What is needed is an exact repeat of the entries, with no pictures in it.

Extracted records:
+===+

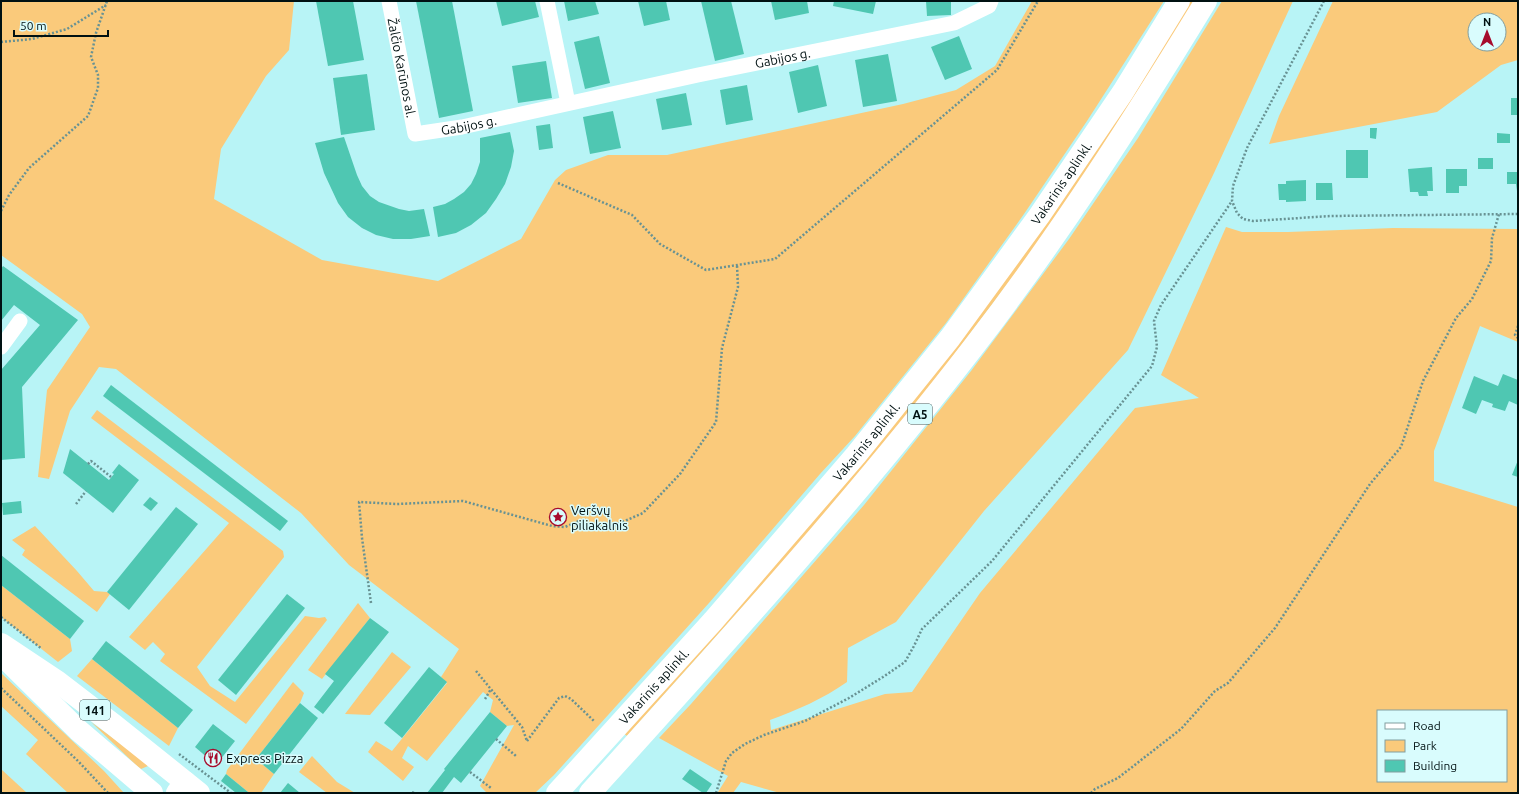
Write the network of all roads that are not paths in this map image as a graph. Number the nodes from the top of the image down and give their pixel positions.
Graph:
1 (389, 1) edge
2 (548, 1) edge
3 (991, 1) edge
4 (1178, 1) edge
5 (1206, 1) edge
6 (568, 103) junction
7 (415, 134) joint
8 (20, 321) dead end
9 (1, 347) edge
10 (1, 644) edge
11 (1, 654) edge
12 (187, 789) edge
13 (561, 789) edge
14 (152, 793) edge
15 (590, 793) edge

1 - 7 street, Žalčio Karūnos al.
2 - 6 street
3 - 6 street, Gabijos g.
4 - 13 main road, Vakarinis aplinkl. / A5
5 - 15 main road, Vakarinis aplinkl. / A5
6 - 7 street, Gabijos g.
8 - 9 street
10 - 12 main road, 141
11 - 14 main road, 141

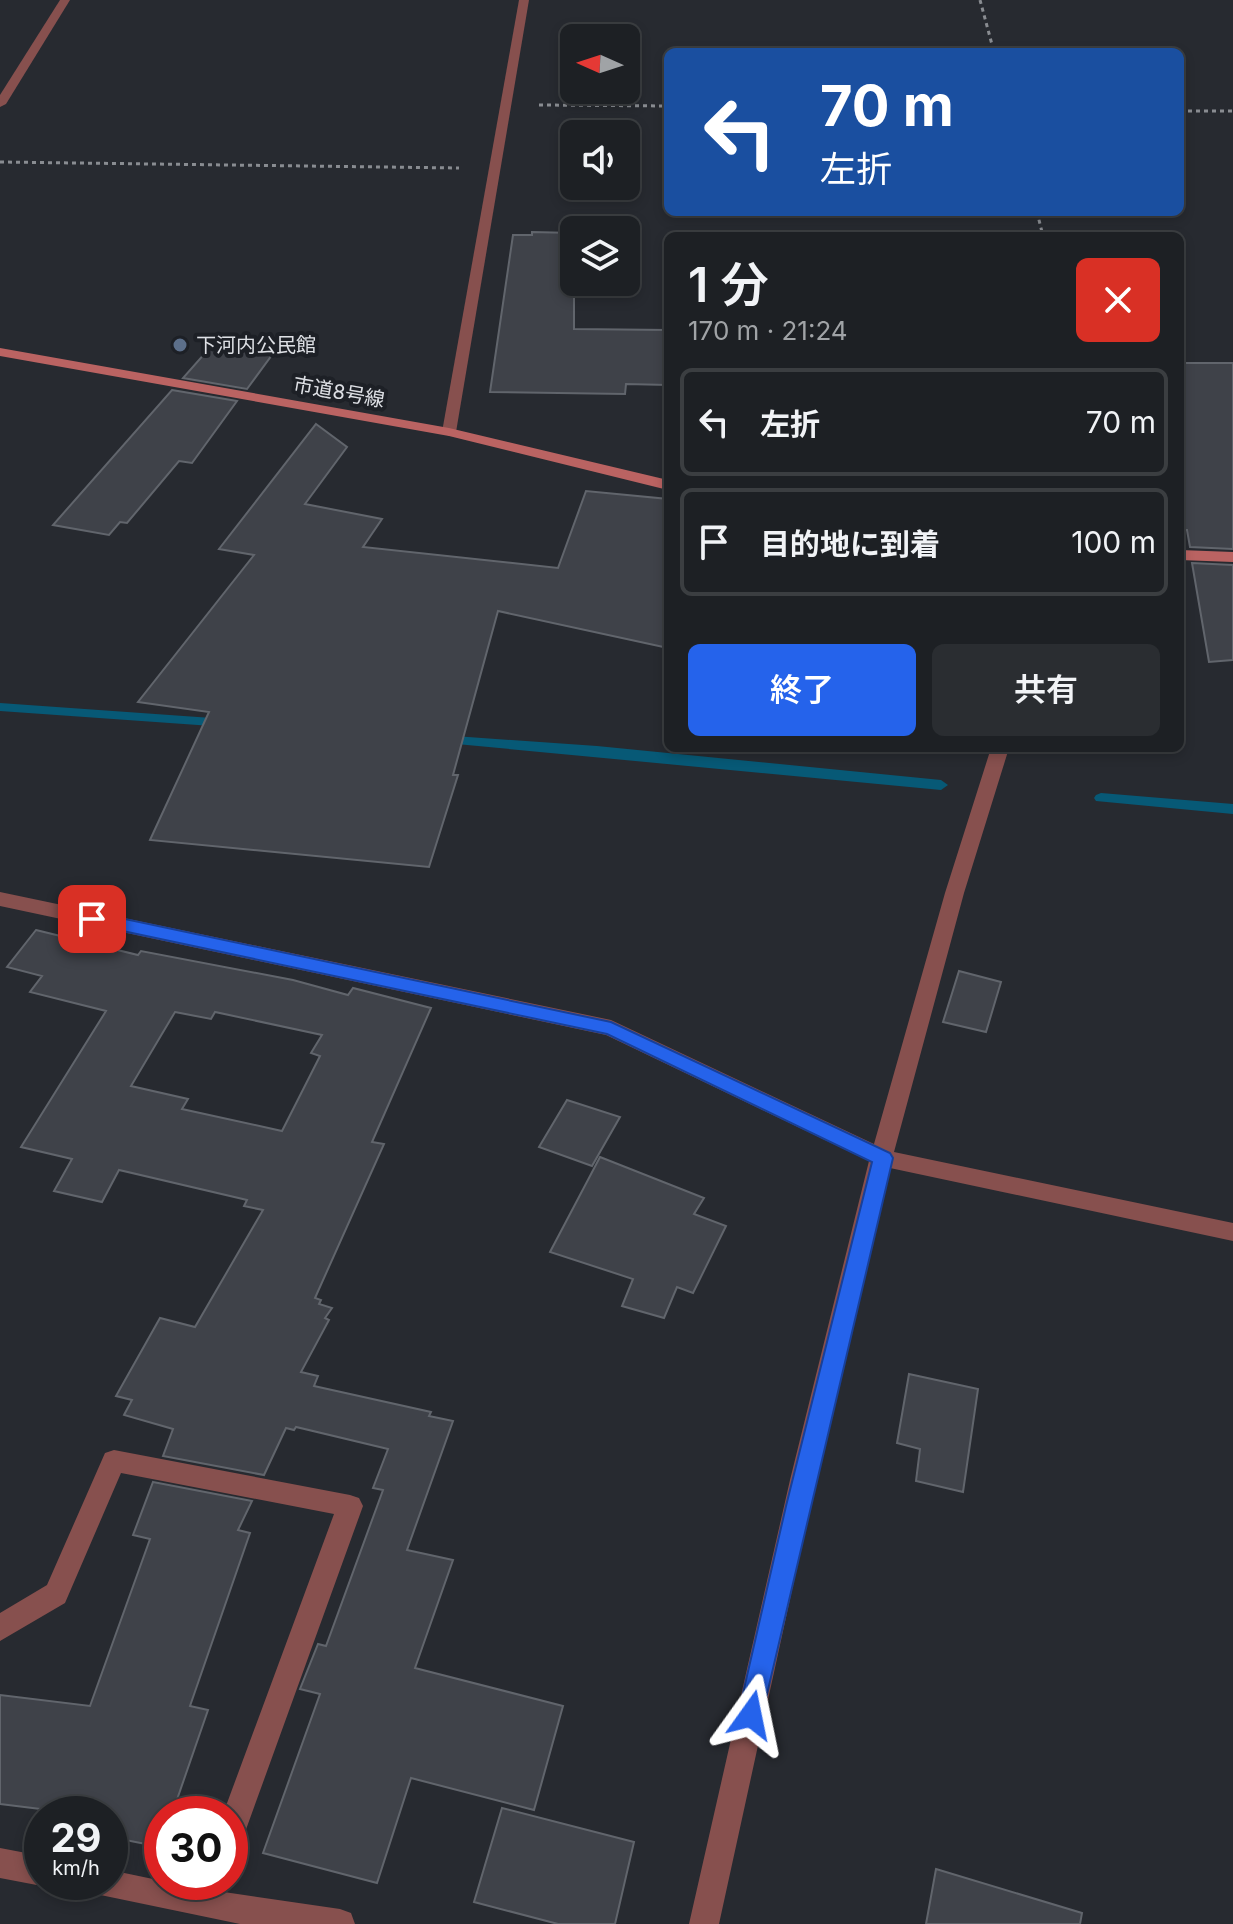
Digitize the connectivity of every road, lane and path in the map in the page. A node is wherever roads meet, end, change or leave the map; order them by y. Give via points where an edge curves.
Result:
1 (65, 0) edge
2 (524, 0) edge
3 (980, 0) edge
4 (993, 48) edge
5 (0, 104) edge
6 (506, 104) junction
7 (664, 106) edge
8 (1184, 111) edge
9 (1233, 111) edge
10 (0, 162) edge
11 (495, 169) junction
12 (0, 352) edge
13 (449, 432) junction
14 (664, 484) edge
15 (1184, 555) edge
16 (1233, 557) edge
17 (999, 752) edge
18 (0, 899) edge
19 (883, 1158) junction
20 (1233, 1232) edge
21 (0, 1628) edge
22 (244, 1796) edge
23 (0, 1863) edge
24 (24, 1868) edge
25 (239, 1900) edge
26 (340, 1924) edge
27 (704, 1924) edge

1 - 5 street
2 - 6 street
3 - 4 path
6 - 7 path
6 - 11 street
8 - 9 path
10 - 11 path
11 - 13 street
12 - 13 street, 市道8号線
13 - 14 street, 市道8号線
15 - 16 street
17 - 19 street via 933,969
18 - 19 street via 611,1028
19 - 20 street
19 - 27 street via 797,1506
21 - 22 street via 56,1594 114,1461 350,1506
23 - 24 street
25 - 26 street

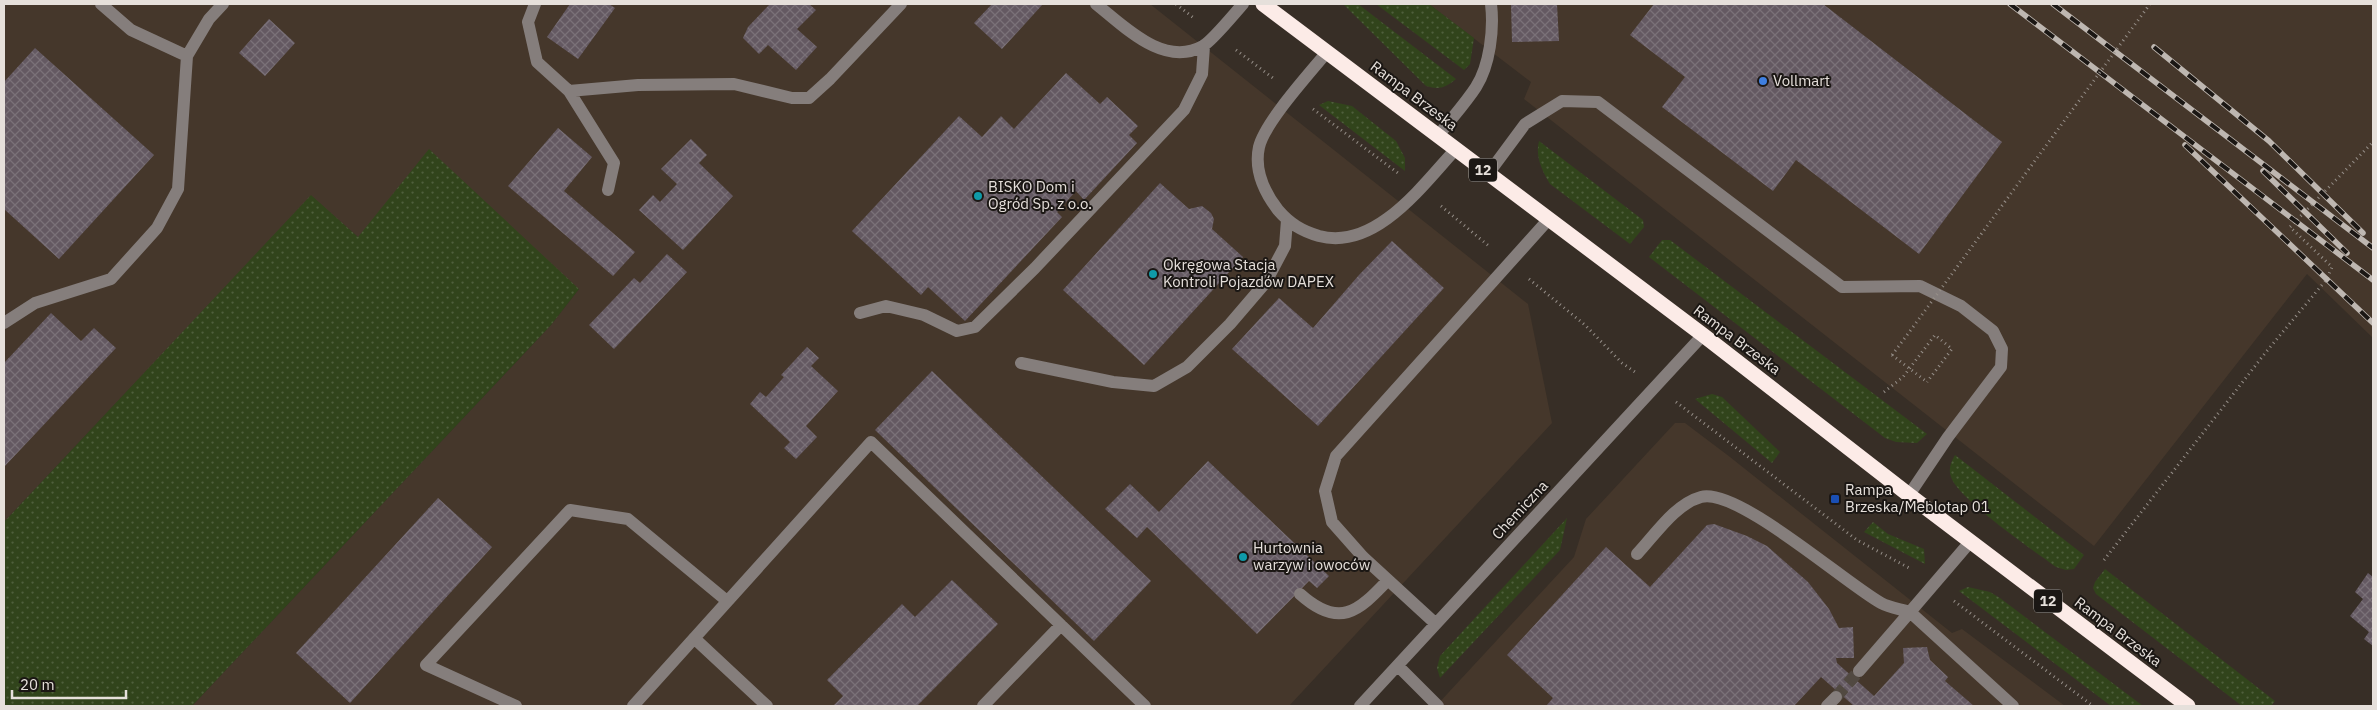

+===+

Answer to this exercise
Write the network of all roads that are not paths in this map image as a graph. Number the nodes from the top of the image down and give their pixel positions.
Graph:
1 (389, 1) edge
2 (548, 1) edge
3 (991, 1) edge
4 (1178, 1) edge
5 (1206, 1) edge
6 (568, 103) junction
7 (415, 134) joint
8 (20, 321) dead end
9 (1, 347) edge
10 (1, 644) edge
11 (1, 654) edge
12 (187, 789) edge
13 (561, 789) edge
14 (152, 793) edge
15 (590, 793) edge

1 - 7 street, Žalčio Karūnos al.
2 - 6 street
3 - 6 street, Gabijos g.
4 - 13 main road, Vakarinis aplinkl. / A5
5 - 15 main road, Vakarinis aplinkl. / A5
6 - 7 street, Gabijos g.
8 - 9 street
10 - 12 main road, 141
11 - 14 main road, 141

Digitize the connectivity of every road, lane and path in the map in the page. A node is wherever roads meet, end, change or leave the map; order them by y. Give via points where an edge curves.
Result:
1 (65, 0) edge
2 (524, 0) edge
3 (980, 0) edge
4 (993, 48) edge
5 (0, 104) edge
6 (506, 104) junction
7 (664, 106) edge
8 (1184, 111) edge
9 (1233, 111) edge
10 (0, 162) edge
11 (495, 169) junction
12 (0, 352) edge
13 (449, 432) junction
14 (664, 484) edge
15 (1184, 555) edge
16 (1233, 557) edge
17 (999, 752) edge
18 (0, 899) edge
19 (883, 1158) junction
20 (1233, 1232) edge
21 (0, 1628) edge
22 (244, 1796) edge
23 (0, 1863) edge
24 (24, 1868) edge
25 (239, 1900) edge
26 (340, 1924) edge
27 (704, 1924) edge

1 - 5 street
2 - 6 street
3 - 4 path
6 - 7 path
6 - 11 street
8 - 9 path
10 - 11 path
11 - 13 street
12 - 13 street, 市道8号線
13 - 14 street, 市道8号線
15 - 16 street
17 - 19 street via 933,969
18 - 19 street via 611,1028
19 - 20 street
19 - 27 street via 797,1506
21 - 22 street via 56,1594 114,1461 350,1506
23 - 24 street
25 - 26 street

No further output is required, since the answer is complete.